Exercise requirements. Which lines of the entries below include "word"? List them all.

Data under study.

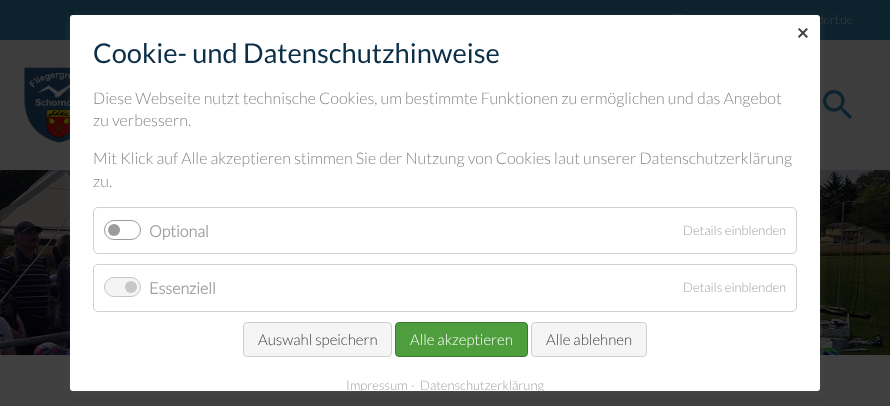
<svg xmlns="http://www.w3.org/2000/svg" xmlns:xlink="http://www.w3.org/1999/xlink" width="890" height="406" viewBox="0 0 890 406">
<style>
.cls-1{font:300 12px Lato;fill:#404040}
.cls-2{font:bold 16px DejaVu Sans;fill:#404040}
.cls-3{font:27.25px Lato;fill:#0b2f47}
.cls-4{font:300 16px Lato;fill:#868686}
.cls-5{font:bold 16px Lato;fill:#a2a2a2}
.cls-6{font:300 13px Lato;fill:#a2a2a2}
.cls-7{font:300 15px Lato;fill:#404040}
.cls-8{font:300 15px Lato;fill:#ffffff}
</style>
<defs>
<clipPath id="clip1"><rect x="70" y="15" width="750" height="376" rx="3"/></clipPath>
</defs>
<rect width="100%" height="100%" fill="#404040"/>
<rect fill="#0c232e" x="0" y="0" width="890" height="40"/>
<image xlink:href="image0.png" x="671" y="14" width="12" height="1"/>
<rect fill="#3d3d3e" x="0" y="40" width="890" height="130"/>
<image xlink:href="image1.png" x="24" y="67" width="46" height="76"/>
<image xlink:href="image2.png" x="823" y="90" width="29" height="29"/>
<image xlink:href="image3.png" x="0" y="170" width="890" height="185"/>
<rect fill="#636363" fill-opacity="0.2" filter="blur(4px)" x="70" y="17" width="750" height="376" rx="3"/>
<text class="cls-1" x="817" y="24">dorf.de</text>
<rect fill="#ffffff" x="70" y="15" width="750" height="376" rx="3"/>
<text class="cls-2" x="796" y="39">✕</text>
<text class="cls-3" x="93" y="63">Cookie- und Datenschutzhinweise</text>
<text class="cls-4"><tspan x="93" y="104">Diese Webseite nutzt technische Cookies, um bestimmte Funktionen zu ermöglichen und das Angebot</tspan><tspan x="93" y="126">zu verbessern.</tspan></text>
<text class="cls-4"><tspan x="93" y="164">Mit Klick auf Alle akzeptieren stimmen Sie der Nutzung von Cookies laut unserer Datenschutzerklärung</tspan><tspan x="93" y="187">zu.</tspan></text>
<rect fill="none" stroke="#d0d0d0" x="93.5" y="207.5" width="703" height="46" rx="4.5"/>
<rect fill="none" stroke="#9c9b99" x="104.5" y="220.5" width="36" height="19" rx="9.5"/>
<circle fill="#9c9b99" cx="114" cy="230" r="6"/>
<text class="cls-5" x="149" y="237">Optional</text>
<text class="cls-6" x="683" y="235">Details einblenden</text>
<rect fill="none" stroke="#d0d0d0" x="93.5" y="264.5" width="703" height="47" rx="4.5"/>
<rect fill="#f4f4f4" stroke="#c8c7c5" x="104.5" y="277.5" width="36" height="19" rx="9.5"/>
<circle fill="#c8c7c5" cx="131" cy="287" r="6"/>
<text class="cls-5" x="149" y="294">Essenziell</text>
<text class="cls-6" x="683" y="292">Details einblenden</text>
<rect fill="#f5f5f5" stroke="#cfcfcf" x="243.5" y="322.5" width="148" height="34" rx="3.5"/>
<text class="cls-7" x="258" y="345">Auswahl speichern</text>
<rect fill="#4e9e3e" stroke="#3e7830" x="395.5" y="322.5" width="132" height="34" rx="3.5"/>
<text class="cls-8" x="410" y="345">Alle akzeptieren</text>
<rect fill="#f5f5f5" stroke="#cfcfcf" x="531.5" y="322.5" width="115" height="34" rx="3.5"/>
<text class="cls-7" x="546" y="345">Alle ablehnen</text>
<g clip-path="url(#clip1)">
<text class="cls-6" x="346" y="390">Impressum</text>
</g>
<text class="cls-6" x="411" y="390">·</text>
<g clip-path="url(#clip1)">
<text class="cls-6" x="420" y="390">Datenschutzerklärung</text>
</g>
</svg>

--

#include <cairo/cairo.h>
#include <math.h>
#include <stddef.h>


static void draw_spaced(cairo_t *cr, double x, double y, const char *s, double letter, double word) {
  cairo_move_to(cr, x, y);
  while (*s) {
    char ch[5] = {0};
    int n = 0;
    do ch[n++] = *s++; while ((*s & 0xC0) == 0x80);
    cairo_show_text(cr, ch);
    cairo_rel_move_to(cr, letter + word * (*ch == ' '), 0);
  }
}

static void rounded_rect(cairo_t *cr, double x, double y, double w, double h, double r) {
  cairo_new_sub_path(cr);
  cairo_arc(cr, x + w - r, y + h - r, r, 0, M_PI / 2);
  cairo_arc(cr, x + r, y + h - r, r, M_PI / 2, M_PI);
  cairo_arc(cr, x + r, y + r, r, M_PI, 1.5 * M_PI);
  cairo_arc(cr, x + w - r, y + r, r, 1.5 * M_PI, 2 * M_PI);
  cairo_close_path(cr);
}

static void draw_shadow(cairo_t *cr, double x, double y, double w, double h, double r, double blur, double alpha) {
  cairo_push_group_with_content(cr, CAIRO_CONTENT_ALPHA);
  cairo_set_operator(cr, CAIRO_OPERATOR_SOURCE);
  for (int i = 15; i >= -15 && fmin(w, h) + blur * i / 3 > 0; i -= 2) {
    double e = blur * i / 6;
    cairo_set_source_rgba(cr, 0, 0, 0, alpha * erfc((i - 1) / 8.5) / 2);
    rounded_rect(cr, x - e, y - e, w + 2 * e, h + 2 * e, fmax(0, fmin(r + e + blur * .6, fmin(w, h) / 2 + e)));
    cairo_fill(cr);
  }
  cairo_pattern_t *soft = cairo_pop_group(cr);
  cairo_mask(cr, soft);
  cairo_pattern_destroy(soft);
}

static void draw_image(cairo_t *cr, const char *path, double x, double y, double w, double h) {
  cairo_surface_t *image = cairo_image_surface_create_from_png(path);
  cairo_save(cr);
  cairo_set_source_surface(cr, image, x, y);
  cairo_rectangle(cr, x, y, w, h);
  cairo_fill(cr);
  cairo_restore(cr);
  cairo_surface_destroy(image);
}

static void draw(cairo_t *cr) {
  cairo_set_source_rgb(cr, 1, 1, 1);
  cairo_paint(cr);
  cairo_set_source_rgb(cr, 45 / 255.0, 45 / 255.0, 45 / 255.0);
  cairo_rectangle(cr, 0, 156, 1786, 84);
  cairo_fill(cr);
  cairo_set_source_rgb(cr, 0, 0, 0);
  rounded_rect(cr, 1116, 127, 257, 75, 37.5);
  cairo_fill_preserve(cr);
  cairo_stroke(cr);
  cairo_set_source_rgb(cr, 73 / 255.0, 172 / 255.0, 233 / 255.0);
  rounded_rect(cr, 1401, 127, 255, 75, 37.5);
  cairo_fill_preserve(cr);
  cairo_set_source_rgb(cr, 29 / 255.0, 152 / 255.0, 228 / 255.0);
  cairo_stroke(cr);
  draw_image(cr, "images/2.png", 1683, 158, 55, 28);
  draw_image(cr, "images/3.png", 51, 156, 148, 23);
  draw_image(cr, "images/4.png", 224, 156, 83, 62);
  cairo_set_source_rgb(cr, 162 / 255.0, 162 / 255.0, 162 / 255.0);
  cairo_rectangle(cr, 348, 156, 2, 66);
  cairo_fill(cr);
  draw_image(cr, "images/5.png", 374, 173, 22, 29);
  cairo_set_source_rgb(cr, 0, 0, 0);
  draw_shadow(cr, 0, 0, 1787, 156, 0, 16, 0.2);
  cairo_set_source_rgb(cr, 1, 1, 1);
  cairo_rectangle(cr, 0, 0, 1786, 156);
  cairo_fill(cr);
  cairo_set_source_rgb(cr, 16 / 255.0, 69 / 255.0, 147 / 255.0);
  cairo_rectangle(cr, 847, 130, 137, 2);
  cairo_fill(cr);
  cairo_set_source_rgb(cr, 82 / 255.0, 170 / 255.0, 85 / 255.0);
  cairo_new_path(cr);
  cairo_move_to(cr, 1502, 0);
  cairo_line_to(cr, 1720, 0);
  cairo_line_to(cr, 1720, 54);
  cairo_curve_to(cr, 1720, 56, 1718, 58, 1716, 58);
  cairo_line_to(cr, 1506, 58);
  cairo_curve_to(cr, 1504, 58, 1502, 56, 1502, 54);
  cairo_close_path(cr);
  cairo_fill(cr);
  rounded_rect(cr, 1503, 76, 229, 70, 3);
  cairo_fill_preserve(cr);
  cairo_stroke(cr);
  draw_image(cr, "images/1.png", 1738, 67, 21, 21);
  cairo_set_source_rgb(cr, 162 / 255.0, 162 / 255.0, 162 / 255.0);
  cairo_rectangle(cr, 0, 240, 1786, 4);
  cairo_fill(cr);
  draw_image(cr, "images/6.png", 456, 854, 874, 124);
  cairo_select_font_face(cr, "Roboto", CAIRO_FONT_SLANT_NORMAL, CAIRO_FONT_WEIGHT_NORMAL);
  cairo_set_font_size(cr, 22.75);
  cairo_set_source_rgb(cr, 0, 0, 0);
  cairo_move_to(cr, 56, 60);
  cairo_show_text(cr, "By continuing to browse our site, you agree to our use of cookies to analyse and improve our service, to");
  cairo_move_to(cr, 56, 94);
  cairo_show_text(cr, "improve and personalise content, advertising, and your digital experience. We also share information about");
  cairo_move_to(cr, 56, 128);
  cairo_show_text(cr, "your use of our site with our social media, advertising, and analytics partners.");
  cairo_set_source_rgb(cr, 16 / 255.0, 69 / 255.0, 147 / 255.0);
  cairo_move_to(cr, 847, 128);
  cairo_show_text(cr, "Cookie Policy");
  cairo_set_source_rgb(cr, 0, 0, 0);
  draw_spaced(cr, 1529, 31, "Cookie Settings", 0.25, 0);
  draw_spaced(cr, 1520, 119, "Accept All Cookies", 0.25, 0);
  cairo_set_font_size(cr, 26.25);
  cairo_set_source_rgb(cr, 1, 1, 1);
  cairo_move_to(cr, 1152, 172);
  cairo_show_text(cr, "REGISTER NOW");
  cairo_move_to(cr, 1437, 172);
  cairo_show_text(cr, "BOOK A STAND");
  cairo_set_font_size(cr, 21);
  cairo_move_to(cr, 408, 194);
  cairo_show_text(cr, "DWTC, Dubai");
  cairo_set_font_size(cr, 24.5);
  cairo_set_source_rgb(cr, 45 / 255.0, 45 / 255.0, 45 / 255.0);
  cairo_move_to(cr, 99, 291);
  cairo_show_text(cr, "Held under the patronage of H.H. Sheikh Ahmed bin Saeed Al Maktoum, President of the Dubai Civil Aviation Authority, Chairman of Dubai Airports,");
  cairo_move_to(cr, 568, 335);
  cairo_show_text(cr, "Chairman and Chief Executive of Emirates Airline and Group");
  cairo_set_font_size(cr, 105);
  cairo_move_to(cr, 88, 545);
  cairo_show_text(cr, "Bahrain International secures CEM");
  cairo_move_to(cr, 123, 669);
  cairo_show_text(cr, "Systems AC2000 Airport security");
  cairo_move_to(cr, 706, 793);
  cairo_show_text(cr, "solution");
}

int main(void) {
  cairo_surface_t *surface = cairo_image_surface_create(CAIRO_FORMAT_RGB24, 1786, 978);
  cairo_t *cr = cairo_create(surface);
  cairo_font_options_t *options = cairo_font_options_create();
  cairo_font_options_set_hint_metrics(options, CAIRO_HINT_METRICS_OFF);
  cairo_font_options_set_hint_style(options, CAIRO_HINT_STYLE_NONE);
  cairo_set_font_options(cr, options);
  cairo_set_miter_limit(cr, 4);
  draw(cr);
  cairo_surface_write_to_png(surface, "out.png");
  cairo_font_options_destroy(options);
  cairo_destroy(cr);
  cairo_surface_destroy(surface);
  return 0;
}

Exercise result.
static void draw_spaced(cairo_t *cr, double x, double y, const char *s, double letter, double word) {
    cairo_rel_move_to(cr, letter + word * (*ch == ' '), 0);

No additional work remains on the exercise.